[Data items]

#####

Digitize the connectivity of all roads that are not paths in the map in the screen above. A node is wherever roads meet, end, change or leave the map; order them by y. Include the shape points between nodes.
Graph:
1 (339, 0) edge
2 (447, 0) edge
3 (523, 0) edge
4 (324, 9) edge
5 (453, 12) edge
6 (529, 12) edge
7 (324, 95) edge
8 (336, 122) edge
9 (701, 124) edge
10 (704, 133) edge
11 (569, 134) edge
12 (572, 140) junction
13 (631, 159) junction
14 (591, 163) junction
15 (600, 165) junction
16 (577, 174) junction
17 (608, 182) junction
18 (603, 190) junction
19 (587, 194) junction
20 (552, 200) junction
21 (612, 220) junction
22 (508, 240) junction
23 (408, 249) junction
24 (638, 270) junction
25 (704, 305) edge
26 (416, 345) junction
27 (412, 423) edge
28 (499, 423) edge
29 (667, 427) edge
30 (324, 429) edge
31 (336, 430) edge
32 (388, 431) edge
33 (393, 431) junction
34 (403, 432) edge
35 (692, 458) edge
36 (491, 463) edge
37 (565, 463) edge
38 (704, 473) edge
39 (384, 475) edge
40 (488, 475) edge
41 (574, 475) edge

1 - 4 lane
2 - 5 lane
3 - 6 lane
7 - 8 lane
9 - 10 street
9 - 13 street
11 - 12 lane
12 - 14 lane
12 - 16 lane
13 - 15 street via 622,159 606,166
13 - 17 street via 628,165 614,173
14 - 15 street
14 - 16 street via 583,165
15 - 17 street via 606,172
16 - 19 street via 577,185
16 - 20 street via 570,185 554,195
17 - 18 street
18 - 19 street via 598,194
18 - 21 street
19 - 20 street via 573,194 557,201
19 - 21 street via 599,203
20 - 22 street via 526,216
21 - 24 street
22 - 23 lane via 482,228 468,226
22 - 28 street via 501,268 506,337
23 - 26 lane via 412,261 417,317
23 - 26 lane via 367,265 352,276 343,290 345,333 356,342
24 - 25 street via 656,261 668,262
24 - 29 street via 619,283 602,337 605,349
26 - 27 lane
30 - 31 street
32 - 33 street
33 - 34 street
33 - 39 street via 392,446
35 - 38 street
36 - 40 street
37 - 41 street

#####

Every line in the data above that includes the word "lane" should be copied.

Result for this exercise
1 - 4 lane
2 - 5 lane
3 - 6 lane
7 - 8 lane
11 - 12 lane
12 - 14 lane
12 - 16 lane
22 - 23 lane via 482,228 468,226
23 - 26 lane via 412,261 417,317
23 - 26 lane via 367,265 352,276 343,290 345,333 356,342
26 - 27 lane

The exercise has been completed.